**Exercise description:** Copy each line from the listing below where the word "middle" shows up.

-------- Available records

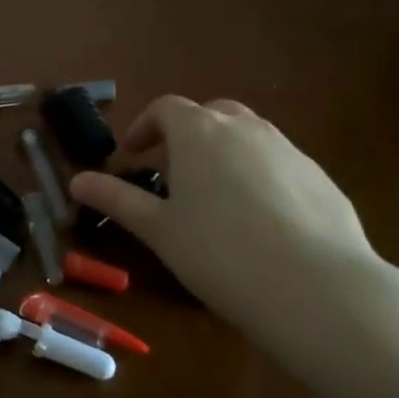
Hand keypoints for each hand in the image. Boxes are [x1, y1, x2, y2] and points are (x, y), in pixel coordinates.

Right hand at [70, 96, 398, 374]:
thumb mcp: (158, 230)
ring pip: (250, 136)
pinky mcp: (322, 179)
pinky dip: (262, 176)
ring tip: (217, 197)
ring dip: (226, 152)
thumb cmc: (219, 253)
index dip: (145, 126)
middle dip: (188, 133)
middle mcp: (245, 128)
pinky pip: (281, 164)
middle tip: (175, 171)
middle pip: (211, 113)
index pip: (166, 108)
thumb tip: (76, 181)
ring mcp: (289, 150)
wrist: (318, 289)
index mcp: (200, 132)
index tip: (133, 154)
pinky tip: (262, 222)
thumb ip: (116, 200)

----------------
-------- Available records

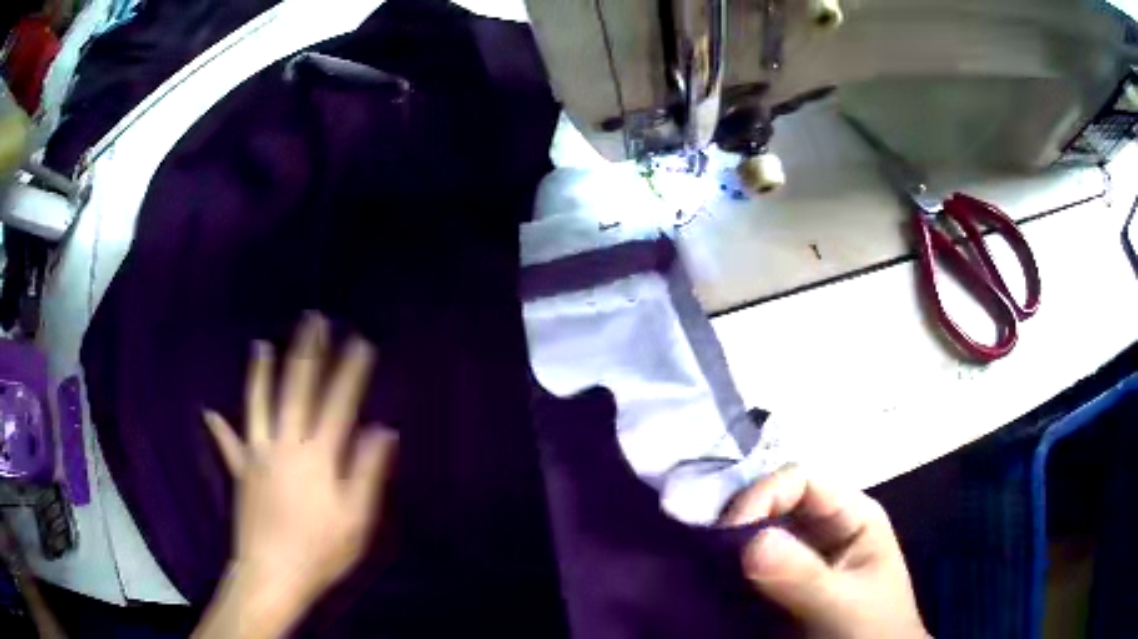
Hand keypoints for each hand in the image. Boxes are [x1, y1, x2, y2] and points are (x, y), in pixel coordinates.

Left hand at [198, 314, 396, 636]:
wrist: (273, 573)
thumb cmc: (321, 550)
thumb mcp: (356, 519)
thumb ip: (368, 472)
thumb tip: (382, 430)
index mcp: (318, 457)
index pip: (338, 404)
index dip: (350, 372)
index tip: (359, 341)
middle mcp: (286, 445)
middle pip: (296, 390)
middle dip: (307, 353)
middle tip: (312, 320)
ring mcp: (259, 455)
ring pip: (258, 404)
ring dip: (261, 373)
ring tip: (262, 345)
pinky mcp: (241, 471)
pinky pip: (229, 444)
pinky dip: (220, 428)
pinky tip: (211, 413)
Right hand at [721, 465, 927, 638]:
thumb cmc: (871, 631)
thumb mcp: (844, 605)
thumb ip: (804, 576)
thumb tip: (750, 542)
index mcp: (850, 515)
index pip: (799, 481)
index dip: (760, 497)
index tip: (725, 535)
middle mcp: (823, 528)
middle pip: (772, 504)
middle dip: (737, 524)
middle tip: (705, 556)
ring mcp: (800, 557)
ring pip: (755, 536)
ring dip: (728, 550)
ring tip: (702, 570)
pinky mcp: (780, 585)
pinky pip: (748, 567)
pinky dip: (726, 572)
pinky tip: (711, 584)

----------------

**Output for this exercise:**
middle dip: (188, 133)
middle mcp: (245, 128)
middle tip: (175, 171)
middle pip: (211, 113)
middle mcp: (286, 445)
middle pip: (296, 390)
middle dip: (307, 353)
middle tip: (312, 320)
middle mcp: (823, 528)
middle pip: (772, 504)
middle dip: (737, 524)
middle tip: (705, 556)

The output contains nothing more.